Brasil pode ter ''apagão digital''
PUBLICAÇÃO
sexta-feira, 18 de maio de 2001
Agência Estado De São Paulo 
A universalização do acesso à Internet precisa ser colocada efetivamente em prática, sob o risco de, em menos de dois anos, o País viver o seu apagão digital. Esse alerta já foi encaminhado ao governo pelo grupo de trabalho que elaborou o projeto Brasil.com, liderado pelo ex-ministro Eliezer Batista da Silva e pelo consultor internacional Richard Herson. Na visão dos integrantes desse grupo, as ações adotadas até o momento são insuficientes para reverter a exclusão digital e caso não se estabeleça uma política prioritária para o setor, o atraso tecnológico do País poderá ser irreversível.
Além do alerta, o grupo de trabalho, que conta com o apoio de lideranças empresariais de todo o País, encaminhou ao governo uma radiografia da exclusão digital, com propostas para reverter o atual quadro. O projeto estabelece dois focos prioritários: o estabelecimento imediato de um Programa Estratégico de Massificação Digital e a eliminação, por um período de três anos, do Imposto de Importação (II), Imposto sobre Produtos Industrializados (IPI) e do Imposto sobre Circulação de Mercadorias e Serviços ( ICMS) incidentes sobre componentes, PCs e periféricos destinados ao usuário final.
Segundo Richard Herson, a redução desses impostos teria baixo impacto na balança de pagamentos e poderia trazer as seguintes vantagens: aumento da arrecadação total em até 3,5 vezes o valor da renúncia fiscal pretendida, em função do aumento do mercado formal e a consequente redução do contrabando; inclusão de 29 milhões de novos usuários; agregação de novos valores às exportações; geração de 1,7 milhão de novos empregos e de R$ 160 bilhões em novos investimentos; e atração de fábricas de alta tecnologi a e de integradores verticais, entre outras.

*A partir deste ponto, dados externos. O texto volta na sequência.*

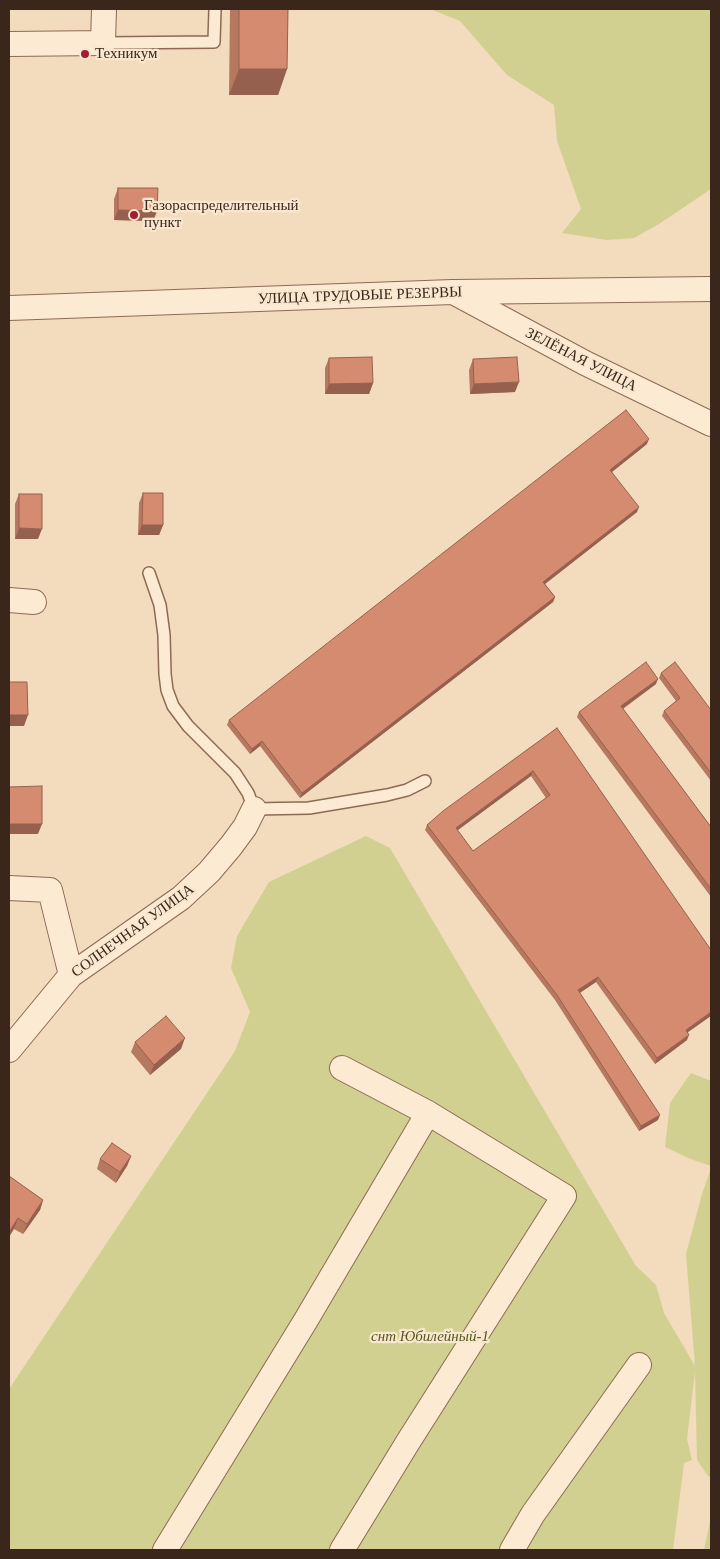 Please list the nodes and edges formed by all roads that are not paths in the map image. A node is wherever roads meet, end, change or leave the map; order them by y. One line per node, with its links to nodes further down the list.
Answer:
1 (104, 9): 3 (street)
2 (215, 9): 3 (lane)
3 (103, 42): 4 (street)
4 (9, 44)
5 (711, 289): 6 (street, УЛИЦА ТРУДОВЫЕ РЕЗЕРВЫ)
6 (453, 292): 7 (street, УЛИЦА ТРУДОВЫЕ РЕЗЕРВЫ); 8 (street, ЗЕЛЁНАЯ УЛИЦА)
7 (9, 308)
8 (711, 424)
9 (149, 573): 13 (lane)
10 (9, 600): 11 (street)
11 (34, 602)
12 (425, 781): 13 (lane)
13 (254, 809): 15 (street, СОЛНЕЧНАЯ УЛИЦА)
14 (9, 888): 15 (street)
15 (71, 975): 16 (street, СОЛНЕЧНАЯ УЛИЦА)
16 (9, 1050)
17 (342, 1068): 18 (street)
18 (428, 1113): 20 (street); 21 (street)
19 (639, 1365): 22 (street)
20 (165, 1550)
21 (342, 1550)
22 (512, 1550) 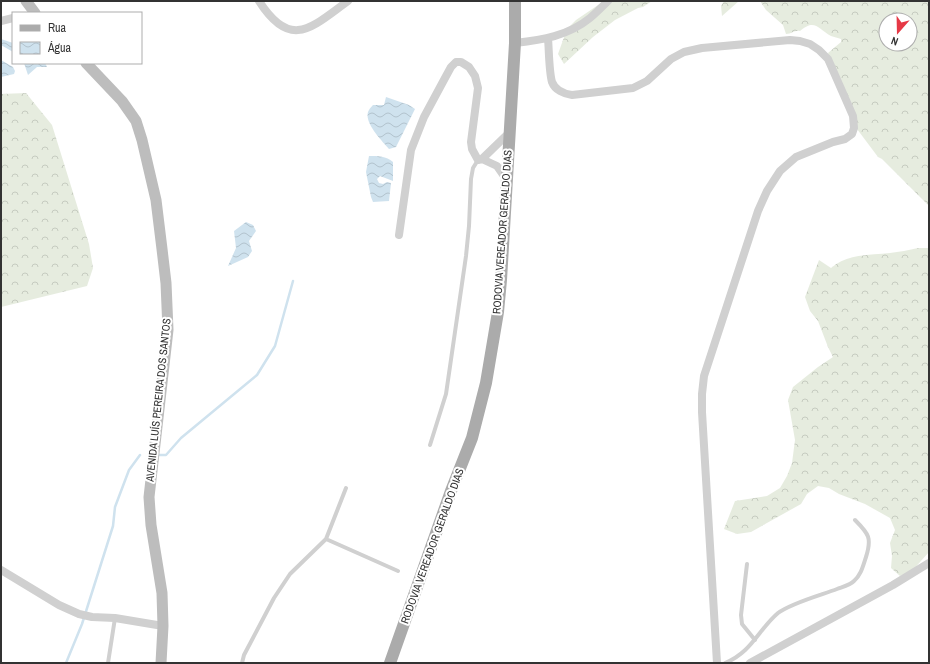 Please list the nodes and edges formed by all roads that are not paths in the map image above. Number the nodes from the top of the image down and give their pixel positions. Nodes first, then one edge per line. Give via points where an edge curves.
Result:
1 (26, 1) edge
2 (259, 1) edge
3 (515, 1) edge
4 (608, 1) edge
5 (345, 2) edge
6 (31, 12) edge
7 (12, 18) edge
8 (1, 21) edge
9 (548, 38) junction
10 (515, 43) junction
11 (87, 64) edge
12 (509, 133) junction
13 (480, 159) junction
14 (506, 179) junction
15 (399, 235) dead end
16 (430, 445) dead end
17 (346, 488) dead end
18 (855, 520) dead end
19 (326, 539) junction
20 (929, 563) edge
21 (747, 564) dead end
22 (1, 570) edge
23 (398, 571) dead end
24 (115, 618) junction
25 (163, 626) junction
26 (755, 640) junction
27 (108, 663) edge
28 (161, 663) edge
29 (242, 663) edge
30 (390, 663) edge
31 (717, 663) edge
32 (726, 663) edge
33 (750, 663) edge

1 - 6 street
2 - 5 street via 267,13 281,25 289,30 298,31 318,22
3 - 10 main road, RODOVIA VEREADOR GERALDO DIAS
4 - 9 street via 580,26
7 - 8 street
9 - 10 street
9 - 31 street via 552,83 564,94 633,88 647,81 671,59 684,52 702,48 800,41 810,44 828,59 853,116 852,134 796,157 780,172 767,191 758,211 704,376 702,412
10 - 12 main road, RODOVIA VEREADOR GERALDO DIAS
11 - 25 street, AVENIDA LUÍS PEREIRA DOS SANTOS via 122,101 136,121 156,200 166,283 168,330 149,496 162,592
12 - 13 street
12 - 14 main road, RODOVIA VEREADOR GERALDO DIAS
13 - 14 street via 497,166
13 - 15 street via 472,149 471,142 478,88 469,67 458,61 451,67 424,117 411,150
13 - 16 lane via 473,168 471,178 467,249 446,394
14 - 30 main road, RODOVIA VEREADOR GERALDO DIAS via 498,312 486,383 472,438
17 - 19 lane
18 - 26 lane via 869,539 869,546 863,568 853,583 778,613
19 - 23 lane
19 - 29 lane via 290,574 274,598
20 - 33 street
21 - 26 lane via 741,615 742,624
22 - 24 street via 79,614
24 - 25 street
24 - 27 lane
25 - 28 street, AVENIDA LUÍS PEREIRA DOS SANTOS
26 - 32 lane via 734,660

Herson acredita que, independente de todas as propostas e ações adotadas para o setor, o fantasma da reserva de mercado da informática ainda está bastante arraigado no País. Infelizmente, o computador ainda é tido como um artigo de luxo. Além disso, temos que lembrar que os bens de informática não são bens de capital e de consumo, são bens capacitadores e que o Brasil, com todo seu potencial, detêm pouco mais de 1% do mercado mundial de ITC.
O consultor garante que se as propostas do projeto forem implantadas, muitas empresas do setor de Tecnologia de Computação e Informação estarão dispostas a instalar suas fábricas no Brasil.